This little story is all about me. Except it shouldn’t be. And that’s the point.
I have a very kind doctor. He is sympathetic to life in the real world. He doesn’t scold. He speaks of the benefits of a healthy life without peering over his glasses, eyebrows raised. You know that look.
But I’m painfully aware that I’m a fluffy girl.
And that’s not the point either. The point is that every single time I walk into a room, I look around and say, “Yes, but at least I’m not as fluffy as her.” I find the one person in the room that makes me look and feel the tiniest bit better (um, thinner). And I smirk a little.
Or… “Oh, my gosh, I wish I made that appointment to get a trim… I look like a ragamuffin… People must think… But, hold on… Look at her. Now she really needs a new hairstyle. Whew.” Smirk.
Why do I play that game? The “At Least I’m Not As…” Game.
Here’s how it’s played. I roll the dice and find my square on the game board. The board that has been custom made to my unique set of failings, anxieties, and self-loathing specifications. Each square on the board represents an Element of Comparison … weight, attendance record, formal evaluation score, house-cleaning skills, house-cleaning frequency, time reading or studying the Word…all the things that I beat myself up about. So, I find my square. Then, I must find at least One Poor Soul who is not as successful or far along or accomplished in that area as I am. Just One. Two Poor Souls? Bonus! I get to roll again. If I find none, I must return to Go, and I do not collect $200… or have any fun.
Sometimes, when I’m the best version of me, the game is forgotten…left in the box. I just go and have fun. Fancy that!
But most of the time, even when I try to put it away, it shows up at the party and does a bang-up job of keeping me from enjoying my friends and family. It’s a pop-up game. No assembly required.
It’s also a one-player game, so no one can stand over my shoulder and argue with me about which square I should or did land on. And, I’d bet long money that many party guests are completely oblivious to this competition because they have their own game going on at the same time. Maybe I’m that One Poor Soul who gets them another roll of the dice. Maybe they have to return to Go. And I don’t even know it because I’m just so ding-dang busy finding my One.
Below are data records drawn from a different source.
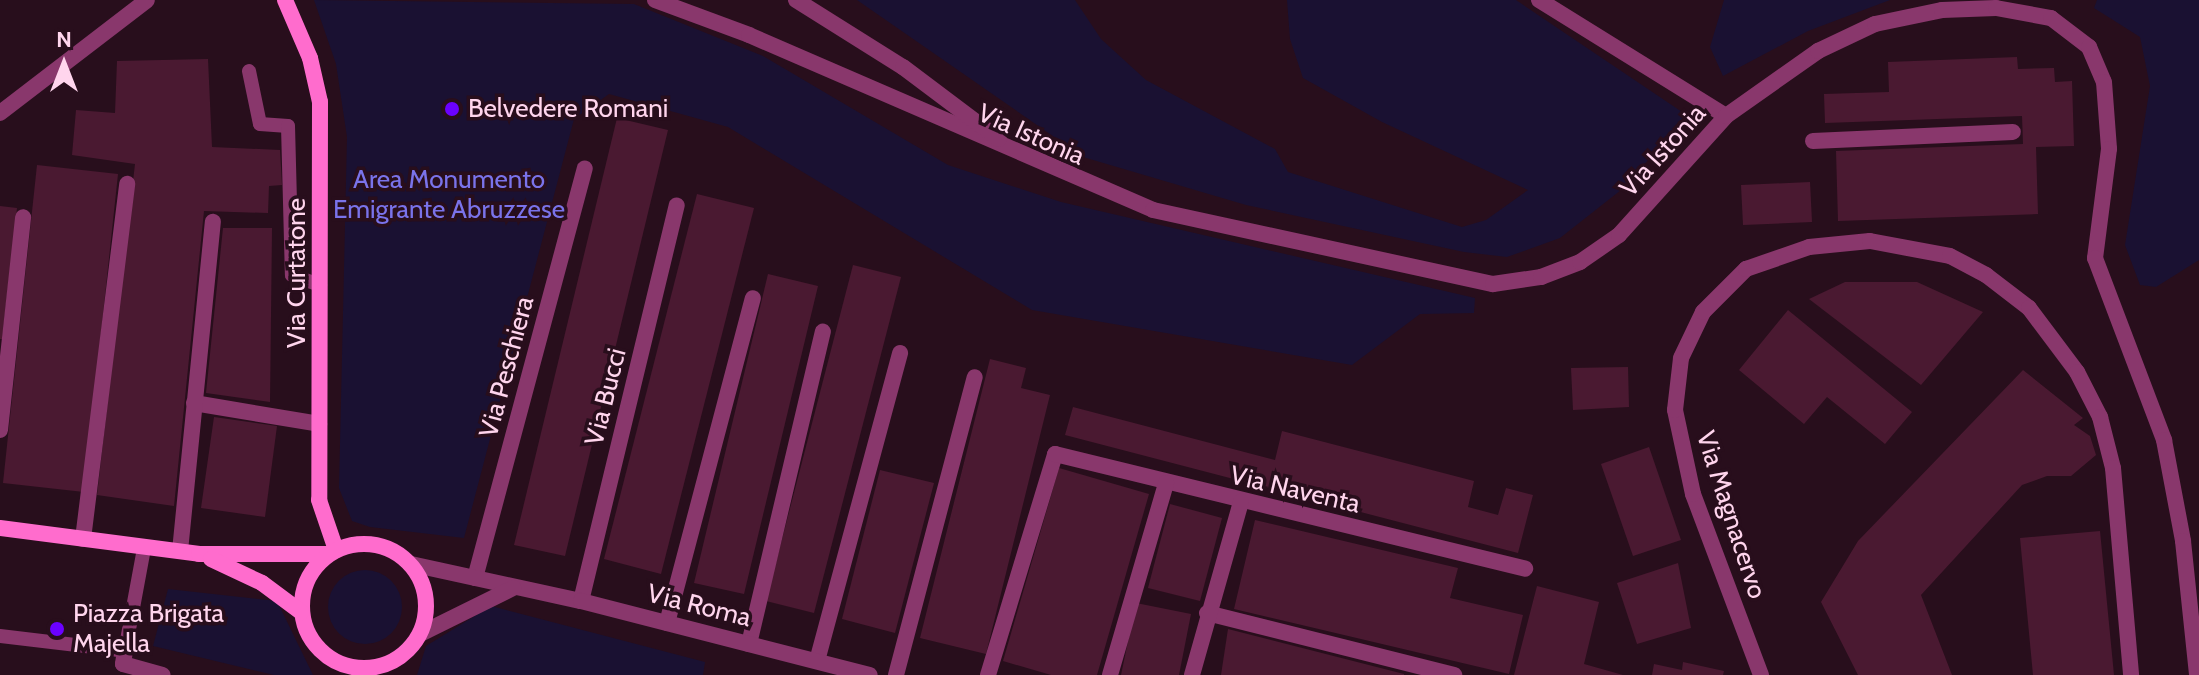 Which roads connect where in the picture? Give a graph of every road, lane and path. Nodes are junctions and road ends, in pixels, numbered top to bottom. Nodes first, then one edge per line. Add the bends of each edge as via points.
1 (147, 0) edge
2 (285, 0) edge
3 (655, 0) edge
4 (796, 0) edge
5 (1539, 0) edge
6 (249, 71) dead end
7 (0, 113) edge
8 (1726, 116) junction
9 (2013, 132) dead end
10 (1813, 141) dead end
11 (1020, 154) junction
12 (585, 168) dead end
13 (127, 184) dead end
14 (677, 205) dead end
15 (23, 217) dead end
16 (213, 222) dead end
17 (320, 285) junction
18 (753, 298) dead end
19 (823, 332) dead end
20 (900, 353) dead end
21 (975, 377) dead end
22 (194, 403) junction
23 (319, 424) junction
24 (0, 430) edge
25 (1166, 483) junction
26 (1241, 502) junction
27 (0, 528) edge
28 (83, 539) junction
29 (144, 548) junction
30 (180, 551) junction
31 (332, 552) junction
32 (199, 554) junction
33 (411, 564) junction
34 (1525, 569) dead end
35 (475, 578) junction
36 (515, 588) junction
37 (581, 601) junction
38 (301, 612) junction
39 (1207, 613) junction
40 (667, 623) junction
41 (420, 634) junction
42 (0, 636) edge
43 (749, 644) junction
44 (125, 651) junction
45 (817, 661) junction
46 (365, 672) edge
47 (860, 674) edge
48 (163, 675) edge
49 (896, 675) edge
50 (988, 675) edge
51 (1110, 675) edge
52 (1192, 675) edge
53 (1454, 675) edge
54 (1761, 675) edge
55 (2131, 675) edge
56 (2197, 675) edge

1 - 7 street
2 - 17 main road, Via Curtatone via 310,58 320,102
3 - 11 street, Via Istonia via 749,35
4 - 11 street via 903,67
5 - 8 street
6 - 17 lane via 260,124 288,126 292,275
8 - 11 street, Via Istonia via 1619,235 1580,262 1541,277 1493,284 1153,210
8 - 56 street, Via Istonia via 1818,51 1875,24 1942,10 2026,11 2051,18 2089,47 2104,82 2109,119 2095,258 2164,440 2183,541
9 - 10 street
12 - 35 street, Via Peschiera
13 - 28 street
14 - 37 street, Via Bucci
15 - 24 street
16 - 22 street
17 - 23 main road, Via Curtatone
18 - 40 street
19 - 43 street
20 - 45 street
21 - 49 street
22 - 23 street
22 - 30 street
23 - 31 main road, Via Curtatone via 319,500
25 - 26 street, Via Naventa
25 - 50 street, Via Naventa via 1055,454
25 - 51 street
26 - 34 street, Via Naventa
26 - 39 street
27 - 28 main road
28 - 29 main road
29 - 30 main road
29 - 44 lane
30 - 32 main road
31 - 32 main road
31 - 33 main road via 376,545
31 - 38 main road via 303,589
32 - 38 main road via 262,583
33 - 35 street, Via Roma
33 - 41 main road via 426,598
35 - 36 street, Via Roma
36 - 37 street, Via Roma
36 - 41 street
37 - 40 street, Via Roma
38 - 46 main road via 306,630 323,653
39 - 52 street
39 - 53 street
40 - 43 street, Via Roma
41 - 46 main road via 397,658
42 - 44 lane
43 - 45 street, Via Roma
44 - 48 street via 123,664
45 - 47 street, Via Roma
54 - 55 street, Via Magnacervo via 1693,494 1675,410 1681,358 1703,312 1746,269 1809,247 1870,241 1950,256 1986,275 2029,308 2077,372 2100,417 2113,468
I just shouldn’t do that. Not because it drives Tim crazy. (He doesn’t really know the game has a name, but he can tell when I’m losing.) Not because I need to be more confident, or have better body image. Not even because I’m missing out on a great time.
I want to leave the game behind because all the other game players need me. And each other. We should spend more time at the party loving on people, no matter their size or dusting ability. You see, it doesn’t matter if they think that I’m fluffy or that I didn’t spend enough time with Jesus this morning. Honestly, that’s between them and them.
What matters is that everybody is somebody. And I want to do my very level best to make sure all the somebodies know that they matter.